A groundbreaking service for St. Jude’s Cathedral in Iqaluit has been scheduled for June 3, Trinity Sunday, to mark the rebuilding of the igloo-shaped church, which was damaged by arson in November 2005 and demolished in June 2006.
Paul Okalik, the premier of Nunavut, has been invited to turn the sod at the service.Bishop Andrew Atagotaaluk, diocesan bishop of the Arctic, said the diocese’s fundraising effort has so far raised $1.5 million of the $6 million needed to rebuild the cathedral, one of the most recognizable buildings in the North. He said that he and the fundraising team in Iqaluit are redoubling their efforts to meet the target. “The financial part is slow. But we have been making progress since last year. We are now getting more financial responses from various people, churches, organizations, and within the diocese as well,” he said. He said that with mail being slow in the North, responses to appeals made last June only came in December and early this year. The campaign also received a boost from parishioners of the diocese of Ottawa, who organized a fundraiser last year. (The Anglican Foundation is planning its own fundraising event for St. Jude’s this fall in Toronto.) Meanwhile, Bishop Atagotaaluk acknowledged that he has received “about one or two” letters from Anglicans who declared that they would not contribute to the rebuilding of St.

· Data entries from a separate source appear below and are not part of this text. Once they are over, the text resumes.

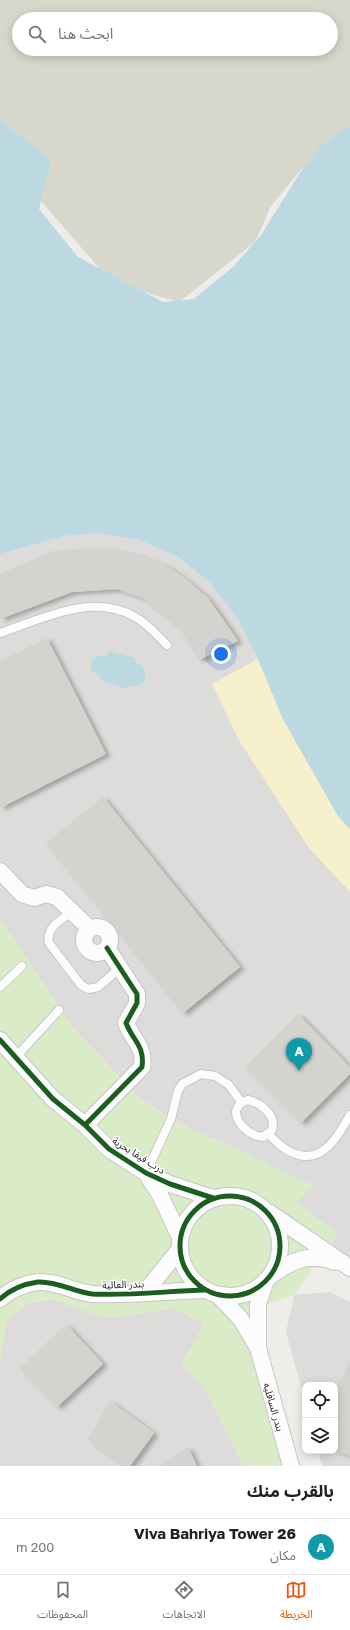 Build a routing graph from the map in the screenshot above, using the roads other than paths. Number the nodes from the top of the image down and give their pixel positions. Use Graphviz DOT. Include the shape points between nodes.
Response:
graph roads {
  1 [pos="0,633"];
  2 [pos="167,645"];
  3 [pos="0,871"];
  4 [pos="72,912"];
  5 [pos="22,966"];
  6 [pos="120,968"];
  7 [pos="0,987"];
  8 [pos="59,1010"];
  9 [pos="0,1040"];
  10 [pos="15,1058"];
  11 [pos="242,1103"];
  12 [pos="350,1115"];
  13 [pos="85,1125"];
  14 [pos="268,1134"];
  15 [pos="146,1173"];
  16 [pos="213,1198"];
  17 [pos="266,1210"];
  18 [pos="180,1244"];
  19 [pos="350,1268"];
  20 [pos="268,1278"];
  21 [pos="145,1292"];
  22 [pos="212,1292"];
  23 [pos="0,1299"];
  24 [pos="258,1348"];
  25 [pos="291,1466"];
  1 -- 2 [label="lane" via="81,607 98,606 134,616 150,627"];
  3 -- 4 [label="street" via="22,894 34,898 46,894 57,897"];
  4 -- 6 [label="street" via="89,928 104,928 109,934 107,948"];
  4 -- 6 [label="lane" via="51,928 48,936 49,943 81,985 88,989 98,987"];
  5 -- 7 [label="lane"];
  6 -- 13 [label="street" via="137,994 137,1003 126,1023 131,1035 141,1046 144,1056 142,1067"];
  8 -- 10 [label="lane"];
  9 -- 10 [label="street, درب فيفا بحرية"];
  10 -- 13 [label="street, درب فيفا بحرية" via="53,1099"];
  11 -- 14 [label="lane" via="253,1101 266,1110 274,1126"];
  11 -- 14 [label="lane" via="236,1115 244,1129 258,1136"];
  11 -- 15 [label="lane" via="229,1085 215,1076 201,1074 182,1084 171,1119"];
  12 -- 14 [label="lane" via="329,1147 316,1155 302,1156 286,1150"];
  13 -- 15 [label="street, درب فيفا بحرية" via="109,1149"];
  15 -- 16 [label="street, درب فيفا بحرية"];
  15 -- 18 [label="street, درب فيفا بحرية" via="160,1195"];
  16 -- 17 [label="street" via="222,1195 241,1196"];
  16 -- 18 [label="street" via="199,1205 189,1216"];
  17 -- 19 [label="street"];
  17 -- 20 [label="street" via="280,1237 279,1257"];
  18 -- 21 [label="street, بندر العالية"];
  18 -- 22 [label="street" via="181,1260 190,1277"];
  19 -- 20 [label="street" via="324,1258 310,1257 290,1262"];
  20 -- 22 [label="street" via="260,1286 244,1294 227,1296"];
  20 -- 24 [label="street, بندر السافليه" via="258,1304"];
  21 -- 22 [label="street, بندر العالية"];
  21 -- 23 [label="street, بندر العالية" via="113,1295 88,1293 39,1282 9,1290"];
  22 -- 24 [label="street, بندر السافليه" via="240,1318"];
  24 -- 25 [label="street, بندر السافليه"];
}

Jude’s because of its controversial declaration in 2005 banning the employment of, among others, “homosexuals, lesbians, bisexuals.” Bishop Atagotaaluk said, however, that the letters did not represent a large number “that we should be concerned.” Nonetheless, he expressed the hope that people would go beyond the issue and think of what the cathedral represents for Christianity in the North. “This has nothing to do with individuals or the church’s stand on the issue. This is something (that’s) vitally important to a ministry of any kind and that should be supported,” he said.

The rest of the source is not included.